── Supplied information ──
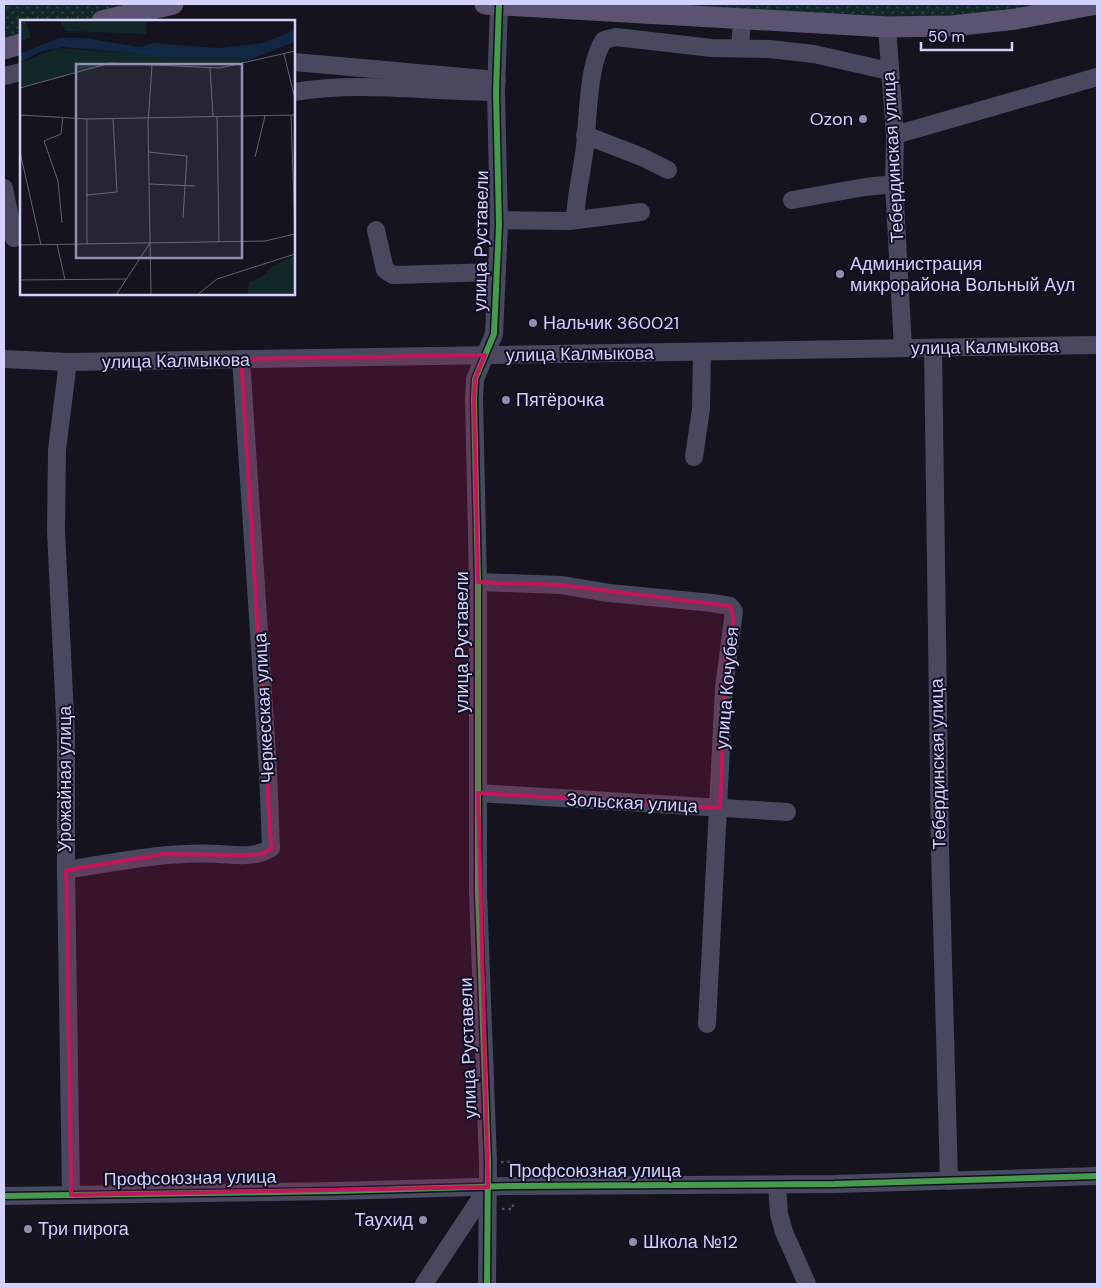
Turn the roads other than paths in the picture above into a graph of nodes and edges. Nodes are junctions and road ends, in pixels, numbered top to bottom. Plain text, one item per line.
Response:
1 (173, 4) edge
2 (492, 4) edge
3 (1097, 4) edge
4 (742, 19) junction
5 (106, 20) edge
6 (887, 27) junction
7 (20, 44) edge
8 (4, 48) edge
9 (740, 48) junction
10 (298, 63) edge
11 (889, 70) junction
12 (20, 72) edge
13 (4, 76) edge
14 (1097, 77) edge
15 (497, 86) junction
16 (297, 92) edge
17 (585, 135) junction
18 (895, 135) junction
19 (668, 170) dead end
20 (894, 184) junction
21 (4, 188) edge
22 (792, 200) dead end
23 (641, 212) dead end
24 (499, 220) junction
25 (575, 220) junction
26 (376, 230) dead end
27 (14, 238) dead end
28 (497, 272) junction
29 (1097, 345) edge
30 (904, 348) junction
31 (933, 348) junction
32 (702, 353) junction
33 (485, 355) junction
34 (4, 359) edge
35 (241, 359) junction
36 (68, 362) junction
37 (694, 457) dead end
38 (478, 582) junction
39 (478, 793) junction
40 (720, 808) junction
41 (787, 812) dead end
42 (66, 870) junction
43 (707, 1024) dead end
44 (1097, 1176) edge
45 (948, 1181) junction
46 (777, 1185) junction
47 (488, 1187) junction
48 (71, 1195) junction
49 (4, 1196) edge
50 (424, 1284) edge
51 (487, 1284) edge
52 (807, 1284) edge

1 - 5 main road
2 - 4 main road
2 - 15 street, улица Руставели
3 - 6 main road
4 - 6 main road
4 - 9 street
6 - 11 street, Тебердинская улица
7 - 8 main road
9 - 11 street
9 - 17 street
10 - 15 street
10 - 16 street
11 - 18 street, Тебердинская улица
12 - 13 street
14 - 18 street
15 - 16 street
15 - 24 street, улица Руставели
17 - 19 street
17 - 25 street
18 - 20 street, Тебердинская улица
20 - 22 street
20 - 30 street, Тебердинская улица
21 - 27 street
23 - 25 street
24 - 25 street
24 - 28 street, улица Руставели
26 - 28 street
28 - 33 street, улица Руставели
29 - 31 street, улица Калмыкова
30 - 31 street, улица Калмыкова
30 - 32 street, улица Калмыкова
31 - 45 street, Тебердинская улица
32 - 33 street, улица Калмыкова
32 - 37 street
33 - 35 street, улица Калмыкова
33 - 38 street, улица Руставели
34 - 36 street, улица Калмыкова
35 - 36 street, улица Калмыкова
35 - 42 street, Черкесская улица
36 - 42 street, Урожайная улица
38 - 39 street, улица Руставели
38 - 40 street, улица Кочубея
39 - 40 street, Зольская улица
39 - 47 street, улица Руставели
40 - 41 street, Зольская улица
40 - 43 street, улица Кочубея
42 - 48 street, Урожайная улица
44 - 45 street, Профсоюзная улица
45 - 46 street, Профсоюзная улица
46 - 47 street, Профсоюзная улица
46 - 52 street
47 - 48 street, Профсоюзная улица
47 - 50 street
47 - 51 street, улица Руставели
48 - 49 street, Профсоюзная улица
───
» **What needs to be done**
All of the records should be output exactly as they stand, with pictures omitted.

» **Task output**
Turn the roads other than paths in the picture above into a graph of nodes and edges. Nodes are junctions and road ends, in pixels, numbered top to bottom. Plain text, one item per line.
Response:
1 (173, 4) edge
2 (492, 4) edge
3 (1097, 4) edge
4 (742, 19) junction
5 (106, 20) edge
6 (887, 27) junction
7 (20, 44) edge
8 (4, 48) edge
9 (740, 48) junction
10 (298, 63) edge
11 (889, 70) junction
12 (20, 72) edge
13 (4, 76) edge
14 (1097, 77) edge
15 (497, 86) junction
16 (297, 92) edge
17 (585, 135) junction
18 (895, 135) junction
19 (668, 170) dead end
20 (894, 184) junction
21 (4, 188) edge
22 (792, 200) dead end
23 (641, 212) dead end
24 (499, 220) junction
25 (575, 220) junction
26 (376, 230) dead end
27 (14, 238) dead end
28 (497, 272) junction
29 (1097, 345) edge
30 (904, 348) junction
31 (933, 348) junction
32 (702, 353) junction
33 (485, 355) junction
34 (4, 359) edge
35 (241, 359) junction
36 (68, 362) junction
37 (694, 457) dead end
38 (478, 582) junction
39 (478, 793) junction
40 (720, 808) junction
41 (787, 812) dead end
42 (66, 870) junction
43 (707, 1024) dead end
44 (1097, 1176) edge
45 (948, 1181) junction
46 (777, 1185) junction
47 (488, 1187) junction
48 (71, 1195) junction
49 (4, 1196) edge
50 (424, 1284) edge
51 (487, 1284) edge
52 (807, 1284) edge

1 - 5 main road
2 - 4 main road
2 - 15 street, улица Руставели
3 - 6 main road
4 - 6 main road
4 - 9 street
6 - 11 street, Тебердинская улица
7 - 8 main road
9 - 11 street
9 - 17 street
10 - 15 street
10 - 16 street
11 - 18 street, Тебердинская улица
12 - 13 street
14 - 18 street
15 - 16 street
15 - 24 street, улица Руставели
17 - 19 street
17 - 25 street
18 - 20 street, Тебердинская улица
20 - 22 street
20 - 30 street, Тебердинская улица
21 - 27 street
23 - 25 street
24 - 25 street
24 - 28 street, улица Руставели
26 - 28 street
28 - 33 street, улица Руставели
29 - 31 street, улица Калмыкова
30 - 31 street, улица Калмыкова
30 - 32 street, улица Калмыкова
31 - 45 street, Тебердинская улица
32 - 33 street, улица Калмыкова
32 - 37 street
33 - 35 street, улица Калмыкова
33 - 38 street, улица Руставели
34 - 36 street, улица Калмыкова
35 - 36 street, улица Калмыкова
35 - 42 street, Черкесская улица
36 - 42 street, Урожайная улица
38 - 39 street, улица Руставели
38 - 40 street, улица Кочубея
39 - 40 street, Зольская улица
39 - 47 street, улица Руставели
40 - 41 street, Зольская улица
40 - 43 street, улица Кочубея
42 - 48 street, Урожайная улица
44 - 45 street, Профсоюзная улица
45 - 46 street, Профсоюзная улица
46 - 47 street, Профсоюзная улица
46 - 52 street
47 - 48 street, Профсоюзная улица
47 - 50 street
47 - 51 street, улица Руставели
48 - 49 street, Профсоюзная улица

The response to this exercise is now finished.